* **WHAT THE TASK REQUIRES**
Here the job is to transcribe the data verbatim while leaving each picture out.

(Collected data entries)
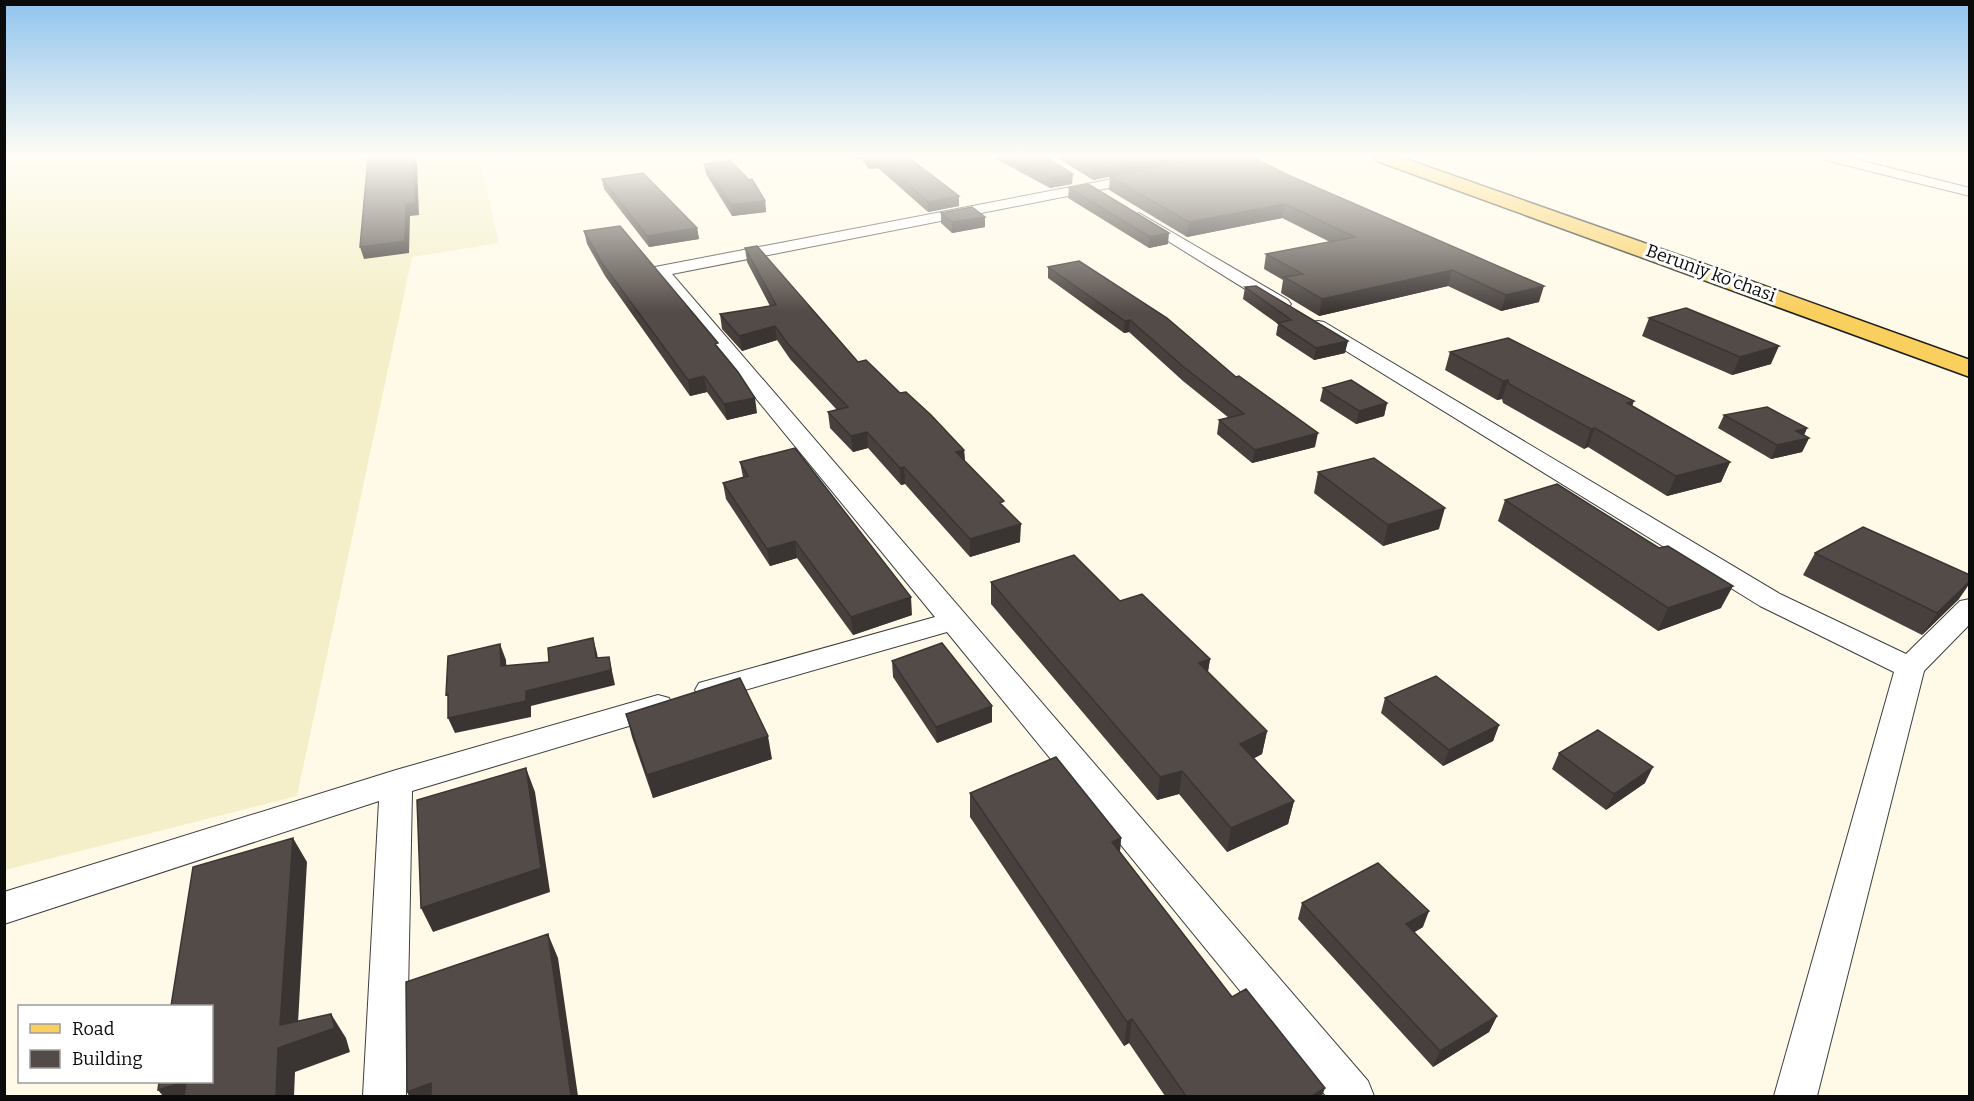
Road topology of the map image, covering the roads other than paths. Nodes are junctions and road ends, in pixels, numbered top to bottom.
1 (986, 208) edge
2 (1124, 208) edge
3 (1527, 208) edge
4 (1970, 369) edge
5 (1970, 607) edge
6 (954, 621) junction
7 (1910, 668) junction
8 (396, 783) junction
9 (4, 908) edge
10 (385, 1096) edge
11 (1353, 1096) edge
12 (1796, 1096) edge

1 - 6 street
2 - 7 street
3 - 4 main road, Beruniy ko'chasi
5 - 7 street
6 - 8 street
6 - 11 street
7 - 12 street
8 - 9 street
8 - 10 street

* **RESPONSE AREA**
Road topology of the map image, covering the roads other than paths. Nodes are junctions and road ends, in pixels, numbered top to bottom.
1 (986, 208) edge
2 (1124, 208) edge
3 (1527, 208) edge
4 (1970, 369) edge
5 (1970, 607) edge
6 (954, 621) junction
7 (1910, 668) junction
8 (396, 783) junction
9 (4, 908) edge
10 (385, 1096) edge
11 (1353, 1096) edge
12 (1796, 1096) edge

1 - 6 street
2 - 7 street
3 - 4 main road, Beruniy ko'chasi
5 - 7 street
6 - 8 street
6 - 11 street
7 - 12 street
8 - 9 street
8 - 10 street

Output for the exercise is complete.